1871
The Pembina Raid
Since 1866, Irish nationalists in the United States had been launching cross-border attacks into Canada hoping that military success in that British territory would lead to an end to the occupation of Ireland. The raids on Quebec, Ontario and New Brunswick by these well-armed bands (most of them veterans of the Civil War) had been bloody but unsuccessful. A last desperate plan was launched in 1871 to invade Manitoba from the Dakota Territory and link up with dissident Métis under Louis Riel. The Fenian leadership gave the plan little chance of success but supplied arms for the effort.
The leaders in this scheme were W.B. O’Donoghue and John O’Neill. O’Neill was an Irish immigrant who had fought in the American Army on the western frontier and in the Civil War, reaching the rank of captain, and had taken part in two previous Fenian raids in 1866 and 1870. O’Donoghue had taken part in the Red River rebellion in 1870 as an associate of Louis Riel and had served as treasurer of the provisional government; he accompanied Riel in fleeing to the United States after the arrival of Canadian troops. He favoured involving the American government on the side of Métis inhabitants of what had become Manitoba but, when Riel demurred, Donoghue approached the Fenians. He had drawn up a constitution for the Republic of Rupert’s Land, the new state he intended to establish (with himself as President).

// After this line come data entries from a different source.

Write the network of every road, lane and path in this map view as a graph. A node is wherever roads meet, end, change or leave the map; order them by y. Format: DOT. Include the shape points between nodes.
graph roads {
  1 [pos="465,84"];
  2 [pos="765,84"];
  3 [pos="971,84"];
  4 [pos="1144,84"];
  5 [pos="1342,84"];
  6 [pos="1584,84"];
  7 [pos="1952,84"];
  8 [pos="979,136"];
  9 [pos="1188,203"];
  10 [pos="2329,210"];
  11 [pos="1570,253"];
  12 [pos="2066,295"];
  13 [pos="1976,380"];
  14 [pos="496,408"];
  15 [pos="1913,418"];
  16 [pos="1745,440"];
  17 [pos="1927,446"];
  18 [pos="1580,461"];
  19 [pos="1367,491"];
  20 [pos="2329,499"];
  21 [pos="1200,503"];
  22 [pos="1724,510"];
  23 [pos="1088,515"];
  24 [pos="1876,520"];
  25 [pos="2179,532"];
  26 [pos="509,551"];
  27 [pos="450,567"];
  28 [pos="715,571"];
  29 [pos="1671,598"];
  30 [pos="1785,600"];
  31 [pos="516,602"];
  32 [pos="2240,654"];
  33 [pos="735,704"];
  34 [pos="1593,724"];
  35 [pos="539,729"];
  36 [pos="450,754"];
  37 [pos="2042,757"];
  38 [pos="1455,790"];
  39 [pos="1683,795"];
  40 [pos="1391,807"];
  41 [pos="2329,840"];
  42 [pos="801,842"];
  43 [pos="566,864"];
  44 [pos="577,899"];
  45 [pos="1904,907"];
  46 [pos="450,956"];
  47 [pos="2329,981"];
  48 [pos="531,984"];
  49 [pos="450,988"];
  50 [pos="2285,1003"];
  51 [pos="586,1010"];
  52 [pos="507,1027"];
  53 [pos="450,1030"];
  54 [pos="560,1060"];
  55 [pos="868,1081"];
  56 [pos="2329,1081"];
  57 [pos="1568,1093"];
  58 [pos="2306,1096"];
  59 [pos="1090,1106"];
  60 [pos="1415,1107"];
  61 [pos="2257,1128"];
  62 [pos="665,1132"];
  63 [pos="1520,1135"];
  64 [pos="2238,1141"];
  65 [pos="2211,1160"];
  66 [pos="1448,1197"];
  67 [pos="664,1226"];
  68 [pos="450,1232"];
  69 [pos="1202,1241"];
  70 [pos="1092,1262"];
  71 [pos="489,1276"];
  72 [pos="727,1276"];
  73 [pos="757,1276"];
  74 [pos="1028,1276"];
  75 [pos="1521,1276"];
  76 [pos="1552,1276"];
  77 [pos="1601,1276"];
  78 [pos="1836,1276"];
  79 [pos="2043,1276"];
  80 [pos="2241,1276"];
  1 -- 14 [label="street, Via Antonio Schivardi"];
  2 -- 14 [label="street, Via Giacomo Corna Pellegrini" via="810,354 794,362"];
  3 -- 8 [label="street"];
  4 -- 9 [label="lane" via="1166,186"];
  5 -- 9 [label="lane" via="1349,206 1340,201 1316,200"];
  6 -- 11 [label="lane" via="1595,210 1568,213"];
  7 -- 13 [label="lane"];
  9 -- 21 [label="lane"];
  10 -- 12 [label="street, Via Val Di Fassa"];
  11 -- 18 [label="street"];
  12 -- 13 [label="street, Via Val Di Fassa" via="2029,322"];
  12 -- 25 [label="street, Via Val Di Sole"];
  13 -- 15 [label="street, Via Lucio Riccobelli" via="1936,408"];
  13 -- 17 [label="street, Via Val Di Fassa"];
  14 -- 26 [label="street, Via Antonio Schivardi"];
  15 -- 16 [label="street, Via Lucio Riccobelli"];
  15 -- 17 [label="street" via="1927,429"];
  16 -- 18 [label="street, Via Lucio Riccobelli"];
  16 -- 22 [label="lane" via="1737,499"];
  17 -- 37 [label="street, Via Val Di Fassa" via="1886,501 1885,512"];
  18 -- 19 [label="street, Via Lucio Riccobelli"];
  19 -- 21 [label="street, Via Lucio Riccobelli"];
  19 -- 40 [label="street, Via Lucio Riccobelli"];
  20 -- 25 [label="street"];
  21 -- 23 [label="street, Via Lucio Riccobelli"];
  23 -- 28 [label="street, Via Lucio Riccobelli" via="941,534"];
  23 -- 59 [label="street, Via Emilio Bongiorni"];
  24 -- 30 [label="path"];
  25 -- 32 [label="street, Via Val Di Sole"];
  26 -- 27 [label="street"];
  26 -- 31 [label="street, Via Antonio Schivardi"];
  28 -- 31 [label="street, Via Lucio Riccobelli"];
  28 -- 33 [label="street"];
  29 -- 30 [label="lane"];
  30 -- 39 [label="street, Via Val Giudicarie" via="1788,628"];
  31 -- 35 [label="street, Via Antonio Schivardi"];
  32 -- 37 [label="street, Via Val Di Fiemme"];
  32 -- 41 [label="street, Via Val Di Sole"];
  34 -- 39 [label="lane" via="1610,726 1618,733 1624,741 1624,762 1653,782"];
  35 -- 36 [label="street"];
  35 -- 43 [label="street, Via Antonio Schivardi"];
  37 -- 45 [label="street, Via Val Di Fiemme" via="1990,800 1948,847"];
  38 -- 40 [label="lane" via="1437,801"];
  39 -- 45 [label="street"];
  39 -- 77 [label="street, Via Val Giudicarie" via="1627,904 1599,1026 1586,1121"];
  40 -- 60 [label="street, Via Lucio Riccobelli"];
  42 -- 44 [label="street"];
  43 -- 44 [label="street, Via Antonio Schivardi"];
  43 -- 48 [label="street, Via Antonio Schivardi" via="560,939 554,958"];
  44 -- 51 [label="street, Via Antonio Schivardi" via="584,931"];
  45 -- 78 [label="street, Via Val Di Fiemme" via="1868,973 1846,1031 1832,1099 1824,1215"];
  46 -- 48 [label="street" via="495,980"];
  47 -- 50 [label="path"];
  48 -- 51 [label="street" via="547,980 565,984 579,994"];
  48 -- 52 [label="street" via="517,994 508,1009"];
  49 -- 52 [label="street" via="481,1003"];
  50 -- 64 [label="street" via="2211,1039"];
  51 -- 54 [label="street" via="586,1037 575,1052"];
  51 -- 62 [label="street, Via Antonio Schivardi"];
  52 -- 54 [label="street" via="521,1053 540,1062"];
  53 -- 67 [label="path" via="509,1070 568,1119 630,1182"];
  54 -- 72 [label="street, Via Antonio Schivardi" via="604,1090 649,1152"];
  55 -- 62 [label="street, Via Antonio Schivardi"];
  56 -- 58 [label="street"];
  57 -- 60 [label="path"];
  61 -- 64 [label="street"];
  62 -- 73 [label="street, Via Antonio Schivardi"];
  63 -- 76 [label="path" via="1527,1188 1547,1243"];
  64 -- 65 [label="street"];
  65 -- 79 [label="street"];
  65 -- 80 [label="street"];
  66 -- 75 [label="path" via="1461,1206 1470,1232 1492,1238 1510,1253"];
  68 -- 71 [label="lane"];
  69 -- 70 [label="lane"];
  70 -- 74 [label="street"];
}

With 35 men recruited from the unemployed of Minnesota and disgruntled Manitoba Métis, O’Donoghue and O’Neill launched an attack on Canadian soil — or what they thought was Canadian soil. They had, in fact, captured a Hudson’s Bay Company post on the American side of the border. Most were arrested by American authorities and O’Donoghue fell into the hands of Métis who returned him to the United States. This was the last of the Fenian raids. Though it looks farcical at this distance the Canadian government had been deeply worried lest the Red River Métis joined the venture and turn Manitobans’ thoughts toward union with the U.S.A.